# Anyone have a Pentax Q?



## The Barbarian

I picked one up for very little, with the standard zoom.    Really just curious.    Anyone have any experience with this?


----------



## pixmedic

I've been thinking of getting one...they remind me so much of my beloved pentax 110 super.

You'll have to keep us updated on how you like it.
Which version do you have?


----------



## Advanced Photo

I have a 645D that I like fairly well.
I like them post Ricoh more than before the acquisition. (2011)


----------



## jcdeboever

I looked and held one that had 4 tiny lenses with it $500 and he appeared desperate at last minute and said $400, then $300. I responded to a craigslist ad and met up with the guy just outside Detroit. I asked a lot of questions which he had no idea about. Battery wasn't charged and I asked that it be to which he said no problem, apparently it was. When I was asking questions, I got a strange feeling that this thing was stolen and it appeared in remarkable condition. I passed as I felt this was hot and I don't buy stolen gear. Probably would have been a nice setup to use for a spell and flip. I have giant hands and it was too small for me, I could see me dropping it. Probably would be great for street.


----------



## Advanced Photo

jcdeboever said:


> I looked and held one that had 4 tiny lenses with it $500 and he appeared desperate at last minute and said $400, then $300. I responded to a craigslist ad and met up with the guy just outside Detroit. I asked a lot of questions which he had no idea about. Battery wasn't charged and I asked that it be to which he said no problem, apparently it was. When I was asking questions, I got a strange feeling that this thing was stolen and it appeared in remarkable condition. I passed as I felt this was hot and I don't buy stolen gear. Probably would have been a nice setup to use for a spell and flip. I have giant hands and it was too small for me, I could see me dropping it. Probably would be great for street.

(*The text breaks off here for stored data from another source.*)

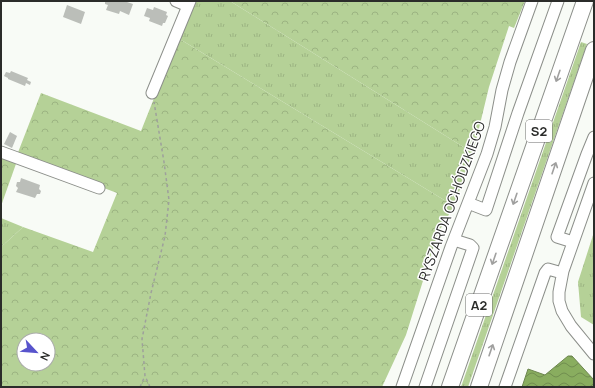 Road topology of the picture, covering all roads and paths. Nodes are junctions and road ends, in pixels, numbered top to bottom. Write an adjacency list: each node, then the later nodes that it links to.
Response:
1 (176, 1): 6 (street)
2 (532, 1): 14 (street, RYSZARDA OCHÓDZKIEGO)
3 (558, 1): 14 (street)
4 (585, 1): 7 (highway, S2)
5 (592, 1): 7 (street)
6 (189, 3): 9 (street)
7 (571, 40): 15 (highway, S2, one-way to 15)
8 (594, 50): 16 (highway, S2, one-way to 8)
9 (152, 93): 21 (path)
10 (594, 137): 18 (street)
11 (1, 152): 13 (street)
12 (594, 183): 18 (street)
13 (99, 188)
14 (468, 203): 17 (street, RYSZARDA OCHÓDZKIEGO)
15 (507, 222): 26 (highway, A2, one-way to 26)
16 (532, 231): 27 (highway, A2, one-way to 16)
17 (454, 240): 24 (street, RYSZARDA OCHÓDZKIEGO); 25 (street)
18 (573, 242): 19 (street)
19 (562, 273): 20 (street); 28 (street)
20 (594, 354)
21 (145, 376): 22 (path); 23 (path)
22 (140, 387)
23 (150, 387)
24 (402, 387)
25 (425, 387)
26 (450, 387)
27 (479, 387)
28 (505, 387) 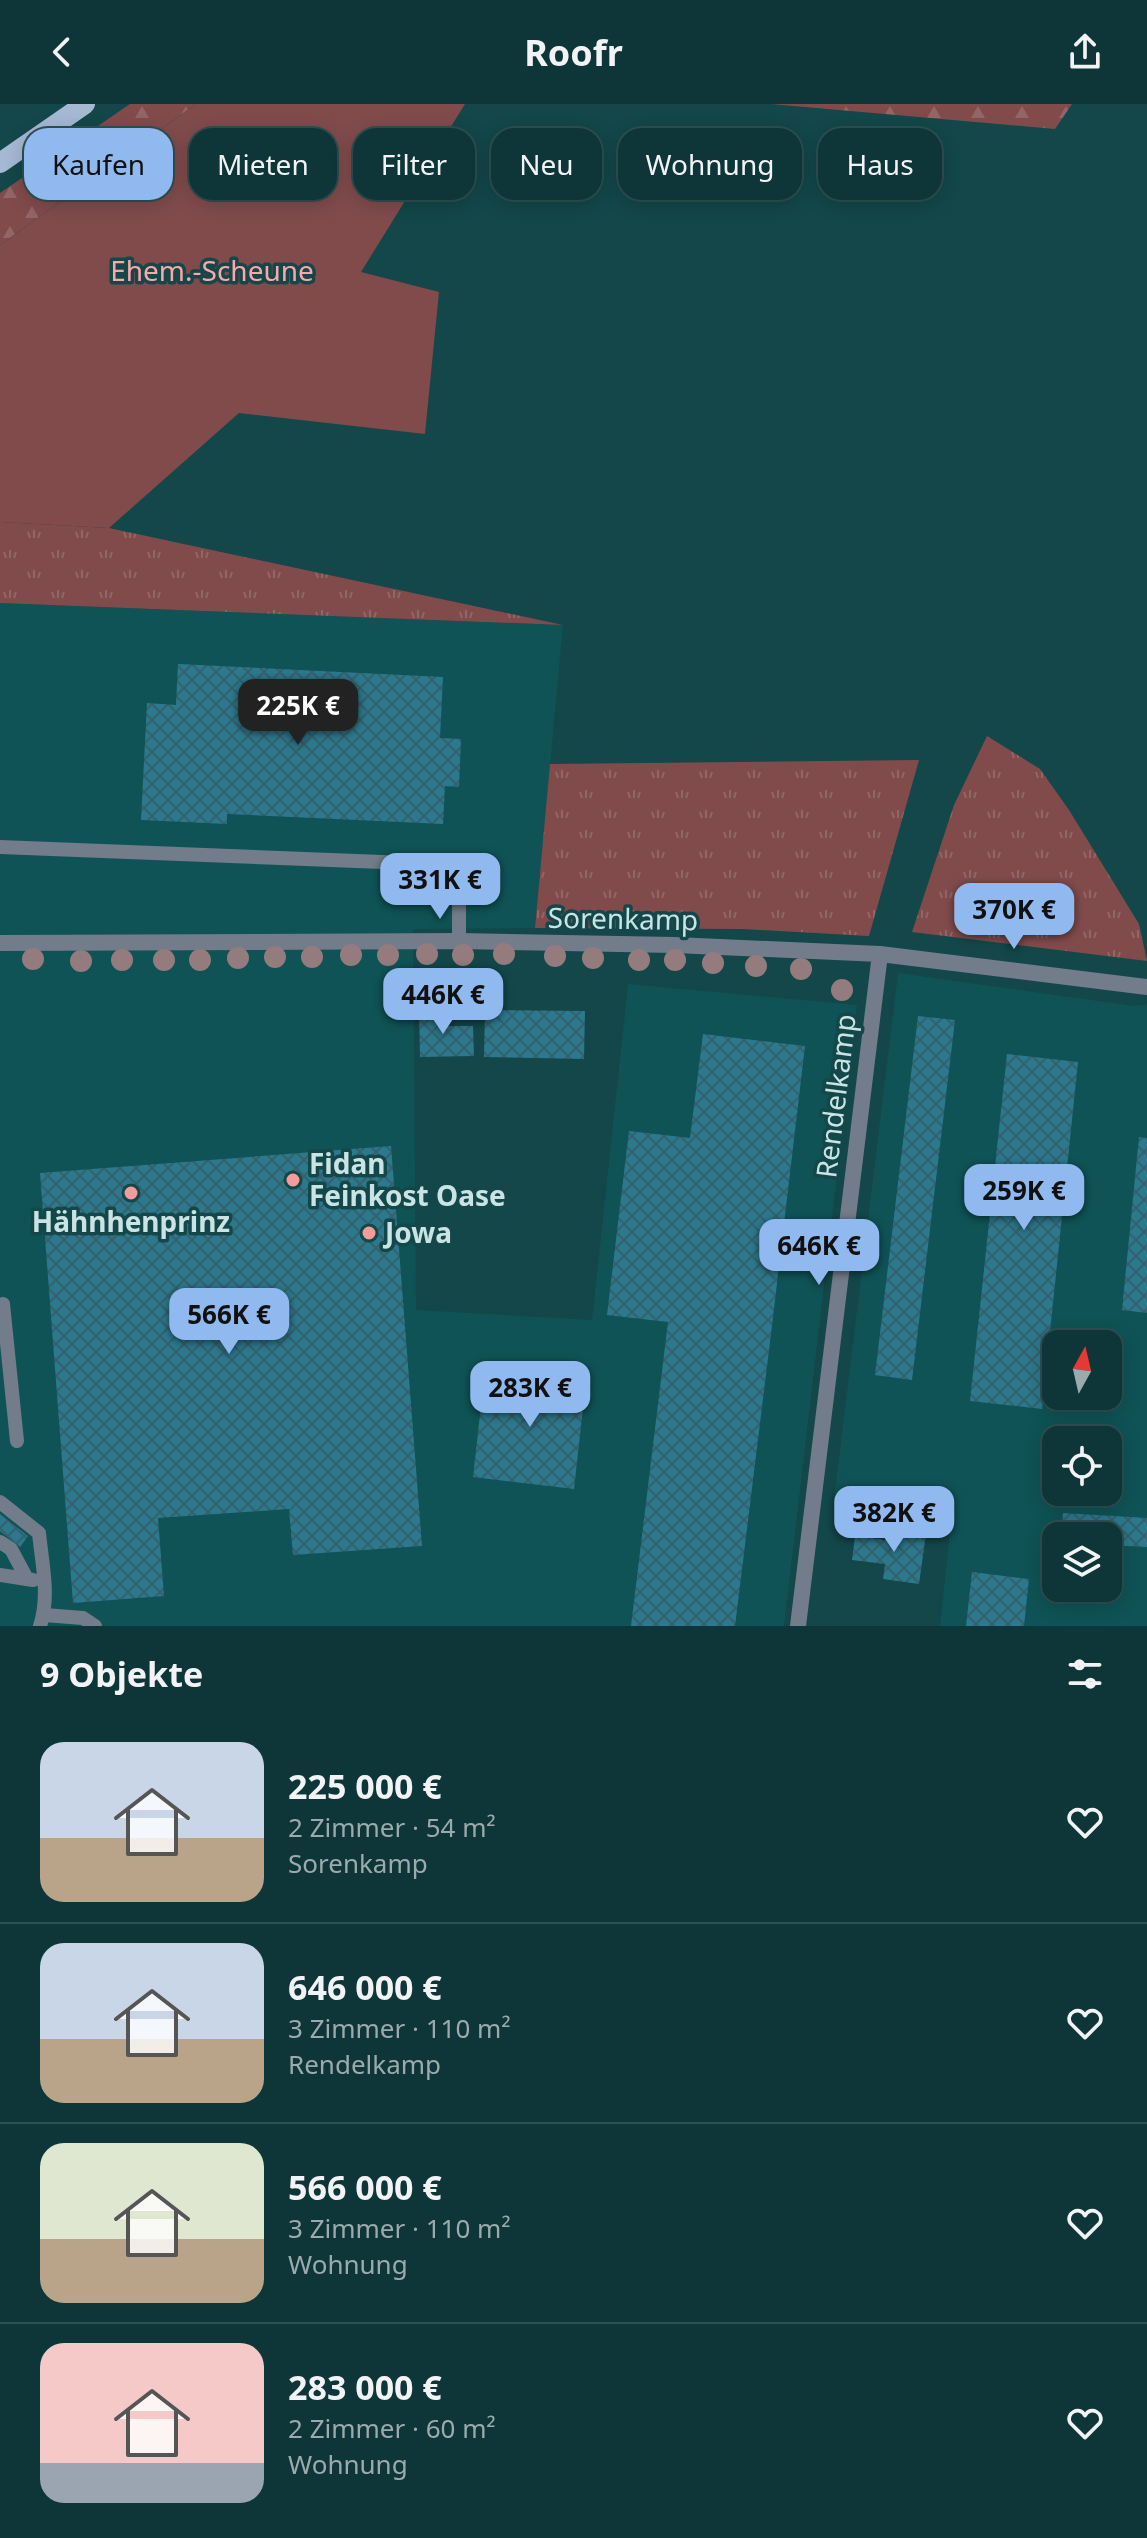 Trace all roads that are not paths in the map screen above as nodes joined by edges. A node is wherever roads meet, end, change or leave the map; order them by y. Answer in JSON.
{"nodes":[{"id":1,"x":85,"y":104,"type":"edge"},
{"id":2,"x":0,"y":163,"type":"edge"},
{"id":3,"x":0,"y":847,"type":"edge"},
{"id":4,"x":459,"y":941,"type":"junction"},
{"id":5,"x":0,"y":943,"type":"edge"},
{"id":6,"x":880,"y":954,"type":"junction"},
{"id":7,"x":1147,"y":987,"type":"edge"},
{"id":8,"x":3,"y":1304,"type":"dead end"},
{"id":9,"x":17,"y":1441,"type":"dead end"},
{"id":10,"x":0,"y":1502,"type":"edge"},
{"id":11,"x":0,"y":1542,"type":"edge"},
{"id":12,"x":0,"y":1575,"type":"edge"},
{"id":13,"x":27,"y":1579,"type":"junction"},
{"id":14,"x":45,"y":1582,"type":"junction"},
{"id":15,"x":42,"y":1620,"type":"edge"},
{"id":16,"x":95,"y":1626,"type":"edge"},
{"id":17,"x":798,"y":1626,"type":"edge"}],
"edges":[{"from":1,"to":2,"type":"main road"},
{"from":3,"to":4,"type":"lane"},
{"from":4,"to":5,"type":"street","name":"Sorenkamp"},
{"from":4,"to":6,"type":"street","name":"Sorenkamp"},
{"from":6,"to":7,"type":"street","name":"Sorenkamp"},
{"from":6,"to":17,"type":"street","name":"Rendelkamp"},
{"from":8,"to":9,"type":"lane"},
{"from":10,"to":14,"type":"lane"},
{"from":11,"to":13,"type":"lane"},
{"from":12,"to":13,"type":"lane"},
{"from":13,"to":14,"type":"lane"},
{"from":14,"to":15,"type":"lane"},
{"from":15,"to":16,"type":"lane"}]}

Good call, there. If they are not selling it at their house, I am not interested, also most original owners have the box and receipt from when  it was bought.


----------



## nerwin

I kind of want one. They are cute and with a fast prime, might be fun.


----------



## jcdeboever

nerwin said:


> I kind of want one. They are cute and with a fast prime, might be fun.


It has a small sensor so I would expect the watercolor effect you see with the small sensor point and shoots. They cram so many pixels in those things that everything has to be spot on to avoid it.


----------



## nerwin

jcdeboever said:


> nerwin said:
> 
> 
> 
> I kind of want one. They are cute and with a fast prime, might be fun.
> 
> 
> 
> It has a small sensor so I would expect the watercolor effect you see with the small sensor point and shoots. They cram so many pixels in those things that everything has to be spot on to avoid it.
Click to expand...


This is true. I'm sure the IQ isn't that far from my Galaxy S7. 

But it's pretty...


----------



## The Barbarian

pixmedic said:


> I've been thinking of getting one...they remind me so much of my beloved pentax 110 super.

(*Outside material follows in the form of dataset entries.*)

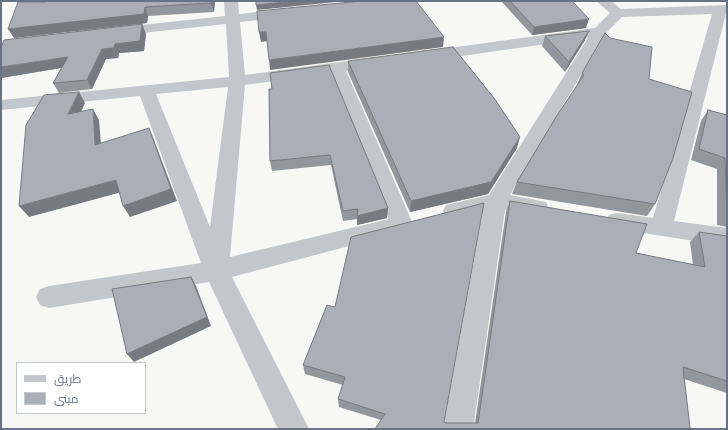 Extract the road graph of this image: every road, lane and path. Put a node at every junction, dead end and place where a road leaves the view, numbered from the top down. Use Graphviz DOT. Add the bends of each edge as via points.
graph roads {
  1 [pos="611,7"];
  2 [pos="723,9"];
  3 [pos="231,10"];
  4 [pos="301,11"];
  5 [pos="599,32"];
  6 [pos="104,33"];
  7 [pos="414,57"];
  8 [pos="391,60"];
  9 [pos="337,68"];
  10 [pos="237,81"];
  11 [pos="146,90"];
  12 [pos="1,105"];
  13 [pos="496,201"];
  14 [pos="559,211"];
  15 [pos="598,218"];
  16 [pos="419,220"];
  17 [pos="661,228"];
  18 [pos="727,237"];
  19 [pos="216,271"];
  20 [pos="49,297"];
  21 [pos="294,429"];
  22 [pos="458,429"];
  1 -- 2 [label="street"];
  1 -- 5 [label="street"];
  2 -- 17 [label="street"];
  3 -- 4 [label="street"];
  3 -- 6 [label="street"];
  3 -- 10 [label="street"];
  5 -- 7 [label="street"];
  5 -- 13 [label="street"];
  8 -- 9 [label="street"];
  9 -- 10 [label="street"];
  9 -- 16 [label="street"];
  10 -- 11 [label="street"];
  10 -- 19 [label="street"];
  11 -- 12 [label="street"];
  11 -- 19 [label="street"];
  13 -- 14 [label="street"];
  13 -- 16 [label="street"];
  13 -- 22 [label="street"];
  15 -- 17 [label="street"];
  16 -- 19 [label="street"];
  17 -- 18 [label="street"];
  19 -- 20 [label="street"];
  19 -- 21 [label="street"];
}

I have one of those, and loved it.   With slow film you couldn't see a difference in 4x5s between 110 and 35mm.    One reason I got this was that I wanted to see if the same magic would happen for me again.



> You'll have to keep us updated on how you like it.



I'm rapidly getting to love it.





This is a stitch of the Dallas skyline I did today.  

The camera is a bit small to hold.  I'm trying to find the old wrist strap I used on my 110.   It attaches at the tripod socket, and works great for such small cameras.



> Which version do you have?



The original Q, with the metal body and really small sensor.  The IQ is much better than I anticipated.

Two things I don't like:
1. Doesn't come with an electronic viewfinder, and buying one would cost almost as much as I paid for the camera.

2. Battery is very small and runs down after just a few hundred shots.   If you get one, get a couple of  Wasabi batteries to carry with you.


----------



## The Barbarian

nerwin said:


> This is true. I'm sure the IQ isn't that far from my Galaxy S7.



I have an S7.   And the quality of that really surprised me, too.   It's surprisingly good in low light.


----------



## The Barbarian

All I have currently, is the 5-15 standard zoom.


----------



## The Barbarian




----------



## The Barbarian

So far, it looks to do pretty much everything I want a camera to do.   Lack of a good viewfinder is a problem.   Currently, an old Leitz VIOOH finder is a fair match to the range of my 4.5-15mm zoom lens.

It goes 35-135mm, and adjusts for parallax.


----------